This is a collection of notes on the book "Probability Theory: The Logic of Science" by E. T. Jaynes. These notes contain solutions to some of the exercises, details of some of the derivations and some general comments.
Content
This document is for any information that you want to pass on to future readers. This will help people catch up with the reading group, and serves as a good way to share proofs and highlights of discussion. If we make it through the whole book, we can share it online, with credit to everyone who contributed. The plan is to make one markdown file per chapter, whose purpose will be to fill details of proofs, point out errors and controversial points, preserve some of the highlights of our discussions, answer common questions, link to further resources, and (hopefully) provide solutions to the exercises.
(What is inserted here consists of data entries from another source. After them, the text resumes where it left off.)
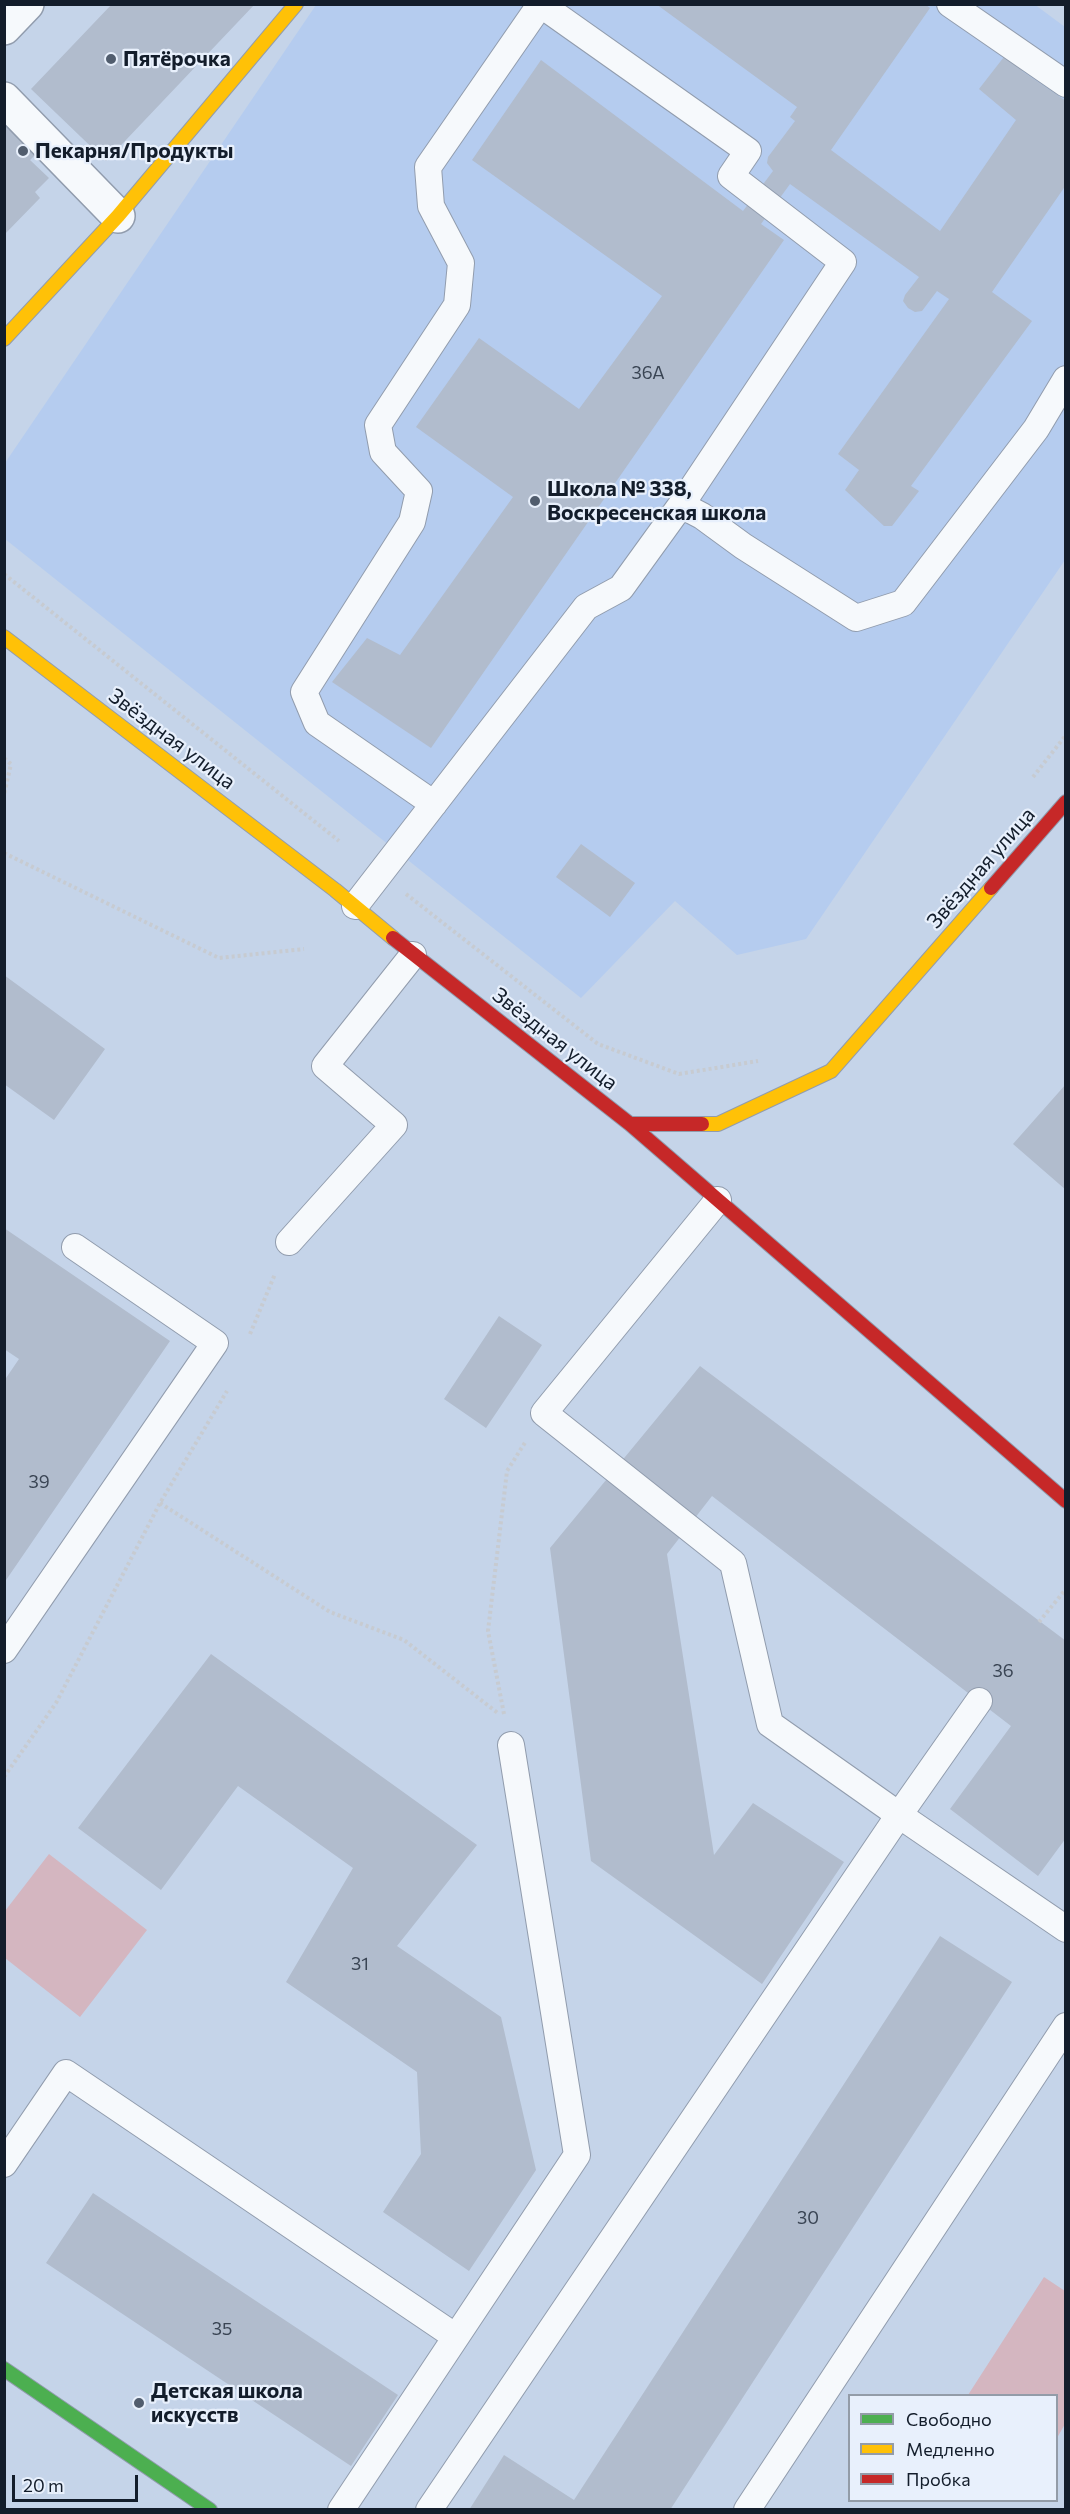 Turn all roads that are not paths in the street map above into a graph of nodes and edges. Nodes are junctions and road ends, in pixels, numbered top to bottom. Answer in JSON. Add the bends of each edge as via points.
{"nodes":[{"id":1,"x":27,"y":4,"type":"edge"},
{"id":2,"x":296,"y":4,"type":"edge"},
{"id":3,"x":950,"y":4,"type":"edge"},
{"id":4,"x":540,"y":5,"type":"edge"},
{"id":5,"x":4,"y":28,"type":"edge"},
{"id":6,"x":1065,"y":84,"type":"edge"},
{"id":7,"x":4,"y":99,"type":"edge"},
{"id":8,"x":118,"y":216,"type":"junction"},
{"id":9,"x":4,"y":339,"type":"edge"},
{"id":10,"x":1065,"y":379,"type":"edge"},
{"id":11,"x":681,"y":505,"type":"junction"},
{"id":12,"x":4,"y":638,"type":"edge"},
{"id":13,"x":1065,"y":802,"type":"edge"},
{"id":14,"x":434,"y":804,"type":"junction"},
{"id":15,"x":355,"y":906,"type":"junction"},
{"id":16,"x":413,"y":955,"type":"junction"},
{"id":17,"x":630,"y":1124,"type":"junction"},
{"id":18,"x":718,"y":1200,"type":"junction"},
{"id":19,"x":289,"y":1242,"type":"road end"},
{"id":20,"x":75,"y":1247,"type":"dead end"},
{"id":21,"x":1065,"y":1501,"type":"edge"},
{"id":22,"x":4,"y":1650,"type":"edge"},
{"id":23,"x":979,"y":1701,"type":"dead end"},
{"id":24,"x":511,"y":1745,"type":"dead end"},
{"id":25,"x":899,"y":1815,"type":"junction"},
{"id":26,"x":1065,"y":1929,"type":"edge"},
{"id":27,"x":1065,"y":2025,"type":"edge"},
{"id":28,"x":4,"y":2164,"type":"edge"},
{"id":29,"x":456,"y":2337,"type":"junction"},
{"id":30,"x":4,"y":2369,"type":"edge"},
{"id":31,"x":210,"y":2510,"type":"edge"},
{"id":32,"x":341,"y":2510,"type":"edge"},
{"id":33,"x":429,"y":2510,"type":"edge"},
{"id":34,"x":747,"y":2510,"type":"edge"}],
"edges":[{"from":1,"to":5,"type":"street"},
{"from":2,"to":8,"type":"street"},
{"from":3,"to":6,"type":"lane"},
{"from":4,"to":11,"type":"lane","via":[[748,151],[731,176],[843,262]]},
{"from":4,"to":14,"type":"lane","via":[[428,167],[431,206],[461,263],[457,305],[378,425],[383,452],[419,491],[412,522],[304,692],[317,723]]},
{"from":7,"to":8,"type":"street"},
{"from":8,"to":9,"type":"street"},
{"from":10,"to":11,"type":"lane","via":[[1036,429],[903,603],[856,618]]},
{"from":11,"to":14,"type":"lane","via":[[621,588],[586,607]]},
{"from":12,"to":15,"type":"street","name":"Звёздная улица"},
{"from":13,"to":17,"type":"street","name":"Звёздная улица","via":[[831,1071],[718,1124]]},
{"from":14,"to":15,"type":"lane"},
{"from":15,"to":16,"type":"street","name":"Звёздная улица"},
{"from":16,"to":17,"type":"street","name":"Звёздная улица"},
{"from":16,"to":19,"type":"lane","via":[[325,1066],[394,1125]]},
{"from":17,"to":18,"type":"street"},
{"from":18,"to":21,"type":"street"},
{"from":18,"to":25,"type":"lane","via":[[544,1413],[733,1563],[770,1724]]},
{"from":20,"to":22,"type":"lane","via":[[215,1343]]},
{"from":23,"to":25,"type":"lane"},
{"from":24,"to":29,"type":"lane","via":[[577,2155]]},
{"from":25,"to":26,"type":"lane"},
{"from":25,"to":33,"type":"lane"},
{"from":27,"to":34,"type":"lane"},
{"from":28,"to":29,"type":"lane","via":[[66,2073]]},
{"from":29,"to":32,"type":"lane"},
{"from":30,"to":31,"type":"street"}]} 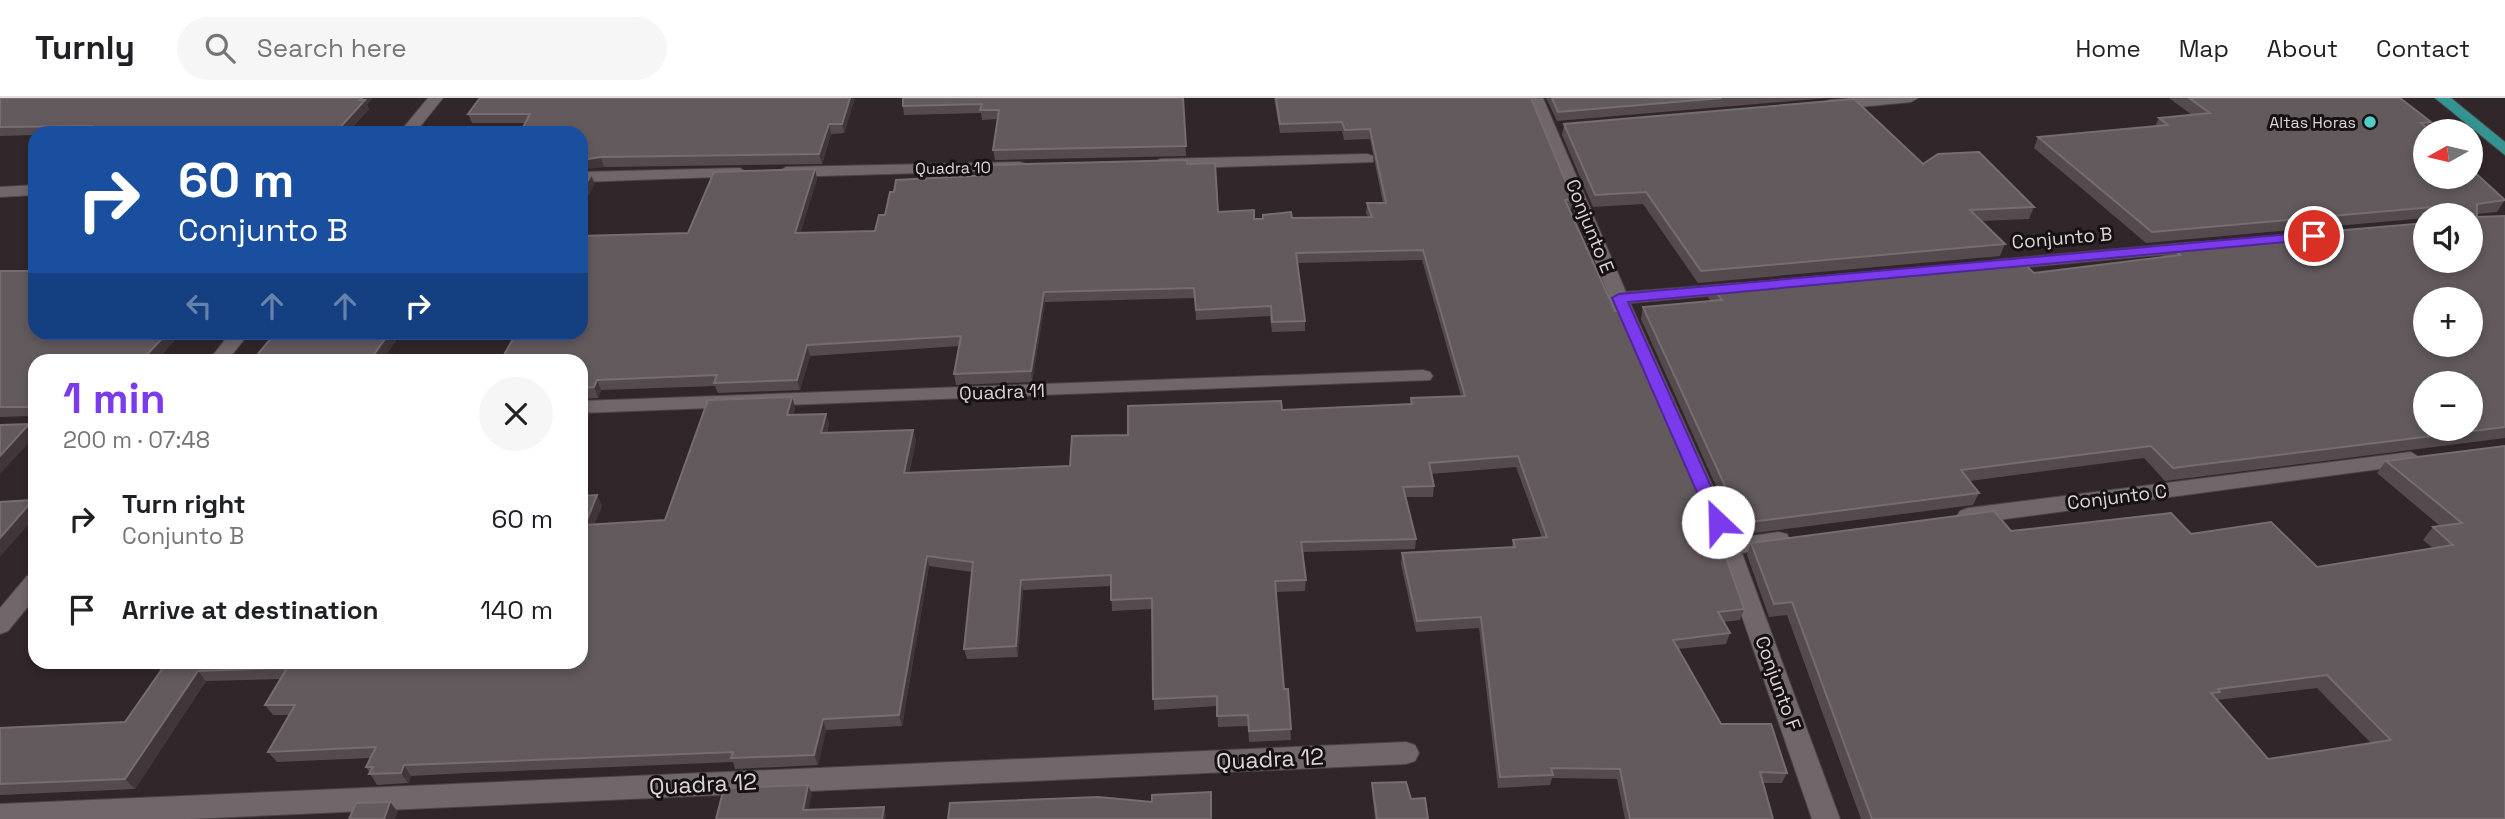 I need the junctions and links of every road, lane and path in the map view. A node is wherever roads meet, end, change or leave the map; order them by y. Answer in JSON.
{"nodes":[{"id":1,"x":436,"y":98,"type":"edge"},
{"id":2,"x":1536,"y":98,"type":"edge"},
{"id":3,"x":1911,"y":98,"type":"edge"},
{"id":4,"x":2442,"y":98,"type":"edge"},
{"id":5,"x":1814,"y":106,"type":"edge"},
{"id":6,"x":413,"y":126,"type":"edge"},
{"id":7,"x":2505,"y":150,"type":"edge"},
{"id":8,"x":1367,"y":159,"type":"dead end"},
{"id":9,"x":1147,"y":164,"type":"edge"},
{"id":10,"x":1036,"y":167,"type":"edge"},
{"id":11,"x":588,"y":177,"type":"edge"},
{"id":12,"x":28,"y":190,"type":"edge"},
{"id":13,"x":0,"y":191,"type":"edge"},
{"id":14,"x":2217,"y":245,"type":"edge"},
{"id":15,"x":1981,"y":266,"type":"edge"},
{"id":16,"x":1758,"y":286,"type":"edge"},
{"id":17,"x":1619,"y":298,"type":"junction"},
{"id":18,"x":235,"y":340,"type":"edge"},
{"id":19,"x":223,"y":354,"type":"edge"},
{"id":20,"x":1423,"y":376,"type":"dead end"},
{"id":21,"x":588,"y":407,"type":"edge"},
{"id":22,"x":2436,"y":456,"type":"edge"},
{"id":23,"x":1951,"y":518,"type":"edge"},
{"id":24,"x":1799,"y":538,"type":"edge"},
{"id":25,"x":1729,"y":547,"type":"junction"},
{"id":26,"x":28,"y":591,"type":"edge"},
{"id":27,"x":0,"y":625,"type":"edge"},
{"id":28,"x":1406,"y":753,"type":"dead end"},
{"id":29,"x":0,"y":816,"type":"edge"},
{"id":30,"x":1826,"y":819,"type":"edge"}],
"edges":[{"from":1,"to":6,"type":"street"},
{"from":2,"to":17,"type":"street","name":"Conjunto E"},
{"from":3,"to":5,"type":"street"},
{"from":4,"to":7,"type":"main road"},
{"from":8,"to":9,"type":"street"},
{"from":10,"to":11,"type":"street","name":"Quadra 10"},
{"from":12,"to":13,"type":"street"},
{"from":14,"to":15,"type":"street","name":"Conjunto B"},
{"from":16,"to":17,"type":"street"},
{"from":17,"to":25,"type":"street","name":"Conjunto E"},
{"from":18,"to":19,"type":"street"},
{"from":20,"to":21,"type":"street","name":"Quadra 11"},
{"from":22,"to":23,"type":"street","name":"Conjunto C"},
{"from":24,"to":25,"type":"street"},
{"from":25,"to":30,"type":"street","name":"Conjunto F"},
{"from":26,"to":27,"type":"street"},
{"from":28,"to":29,"type":"street","name":"Quadra 12"}]} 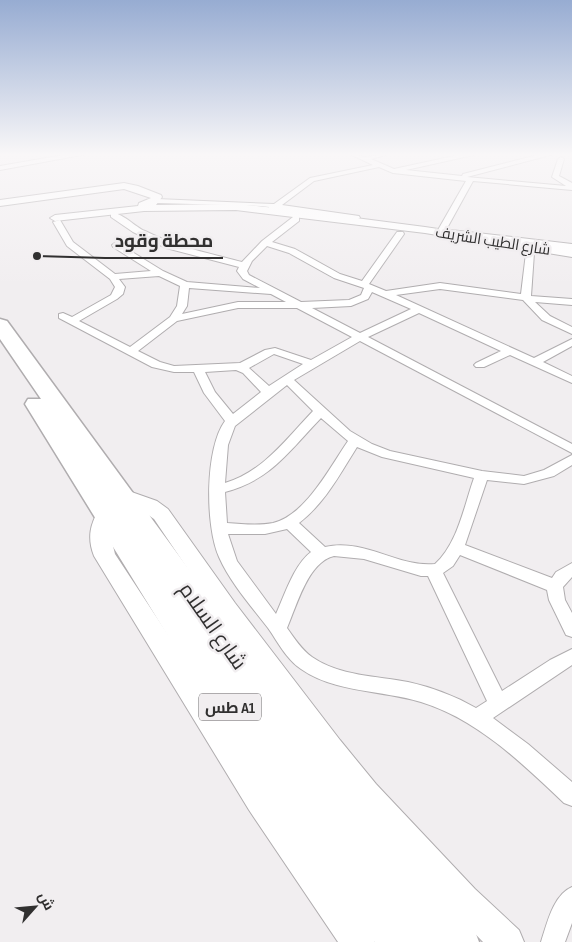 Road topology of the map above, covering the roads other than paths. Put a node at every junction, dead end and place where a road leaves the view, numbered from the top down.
1 (37, 198) edge
2 (157, 198) edge
3 (287, 198) edge
4 (460, 198) edge
5 (157, 201) junction
6 (0, 203) edge
7 (238, 205) junction
8 (273, 208) junction
9 (113, 213) junction
10 (296, 219) junction
11 (56, 220) joint
12 (442, 230) junction
13 (403, 231) junction
14 (425, 234) junction
15 (265, 243) junction
16 (116, 245) dead end
17 (572, 247) edge
18 (530, 253) junction
19 (572, 253) edge
20 (572, 259) edge
21 (243, 265) junction
22 (160, 273) junction
23 (113, 278) junction
24 (185, 284) junction
25 (196, 285) junction
26 (366, 286) junction
27 (276, 292) junction
28 (386, 294) junction
29 (526, 298) junction
30 (572, 302) edge
31 (302, 305) junction
32 (218, 308) junction
33 (419, 309) junction
34 (174, 320) junction
35 (0, 325) edge
36 (572, 331) edge
37 (360, 336) junction
38 (572, 342) edge
39 (0, 349) edge
40 (510, 351) junction
41 (130, 352) junction
42 (534, 363) junction
43 (313, 364) junction
44 (480, 365) dead end
45 (242, 367) junction
46 (198, 369) junction
47 (288, 380) junction
48 (572, 380) edge
49 (268, 392) junction
50 (320, 411) junction
51 (232, 421) junction
52 (354, 440) junction
53 (572, 450) edge
54 (83, 458) junction
55 (572, 458) edge
56 (482, 475) junction
57 (217, 490) junction
58 (115, 504) junction
59 (290, 523) junction
60 (219, 528) junction
61 (457, 548) junction
62 (322, 552) junction
63 (572, 569) edge
64 (434, 571) junction
65 (555, 586) junction
66 (278, 629) junction
67 (572, 630) edge
68 (572, 656) edge
69 (498, 703) junction
70 (476, 719) junction
71 (572, 796) edge
72 (572, 899) edge
73 (358, 942) edge
74 (404, 942) edge
75 (457, 942) edge
76 (507, 942) edge
77 (553, 942) edge

1 - 6 main road
2 - 5 main road
3 - 8 street
4 - 12 street
5 - 7 street
5 - 9 main road
7 - 8 main road, شارع الطيب الشريف
7 - 9 main road, شارع الطيب الشريف
8 - 12 street
8 - 13 main road, شارع الطيب الشريف
9 - 10 main road, شارع الطيب الشريف
9 - 11 main road, شارع الطيب الشريف
9 - 21 street
10 - 13 main road, شارع الطيب الشريف
10 - 15 street
11 - 23 street
12 - 17 street
13 - 14 main road, شارع الطيب الشريف
13 - 26 street
14 - 18 main road, شارع الطيب الشريف
14 - 19 main road, شارع الطيب الشريف
15 - 21 street
15 - 26 street
16 - 22 street
18 - 20 main road, شارع الطيب الشريف
18 - 29 street
21 - 27 street
22 - 23 street
22 - 24 street
23 - 41 street
24 - 25 street
24 - 34 street
25 - 27 street
25 - 32 street
26 - 28 street
26 - 31 street
27 - 31 street
28 - 29 street
28 - 33 street
29 - 30 street
29 - 36 street
31 - 32 street
31 - 37 street
32 - 34 street
33 - 37 street
33 - 40 street
34 - 41 street
35 - 54 highway, شارع السلام / طس A1
37 - 43 street
37 - 53 street
38 - 42 street
39 - 54 highway, شارع السلام / طس A1
40 - 42 street
40 - 44 street
41 - 46 street
42 - 48 street
43 - 45 street
43 - 47 street
45 - 46 street
45 - 49 street
46 - 51 street
47 - 49 street
47 - 50 street
49 - 51 street
50 - 52 street
50 - 57 street
51 - 57 street
52 - 56 street
52 - 59 street
54 - 58 highway, شارع السلام / طس A1
55 - 56 street
56 - 61 street
57 - 60 street
58 - 73 main road
58 - 74 highway, شارع السلام / طس A1
58 - 75 highway, شارع السلام
58 - 76 main road
59 - 60 street
59 - 62 street
60 - 66 street
61 - 64 street
61 - 65 street
62 - 64 street
62 - 66 street
63 - 65 street
64 - 69 street
65 - 67 street
66 - 70 street
68 - 69 street
69 - 70 street
70 - 71 street
72 - 77 street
Feel free to copy and rehost this content.
Contributions
Feel free to make a pull request, or send me a message and I'll add you as an author of this repo if you want to contribute, or just post your contribution on reddit and I'll format it and add it to the document. If you see any mistakes in the proofs, please either let me know or correct it. Don't hesitate to edit/improve other people's proofs.
Instructions
The files to write in are markdown files (.md), which can be compiled into many other formats with pandoc, or viewed with many different editors. I've found markdown to be the easiest way to take notes with equations. Pandoc Markdown syntax is defined here, and is a superset of several markdown formats (I think) that includes extra features. There's a cheatsheet here, and there's some example formatting and equations in the files chapter1.md and pdf.
We'll mostly be using equations, which are typed using Latex syntax. Inline equations are surrounded by $ signs like $a^2 + b^2 = c^2$, and there should be no space between the equation and the $ sign. Display equations use $$.
How to edit Markdown
Lots of editors can be used to edit markdown while displaying the resulting formatted text and equations. Whatever text editor you prefer probably has a plugin to display markdown. I like Typora, and StackEdit can be good if you want one that runs in a browser. Or you can just edit the plaintext.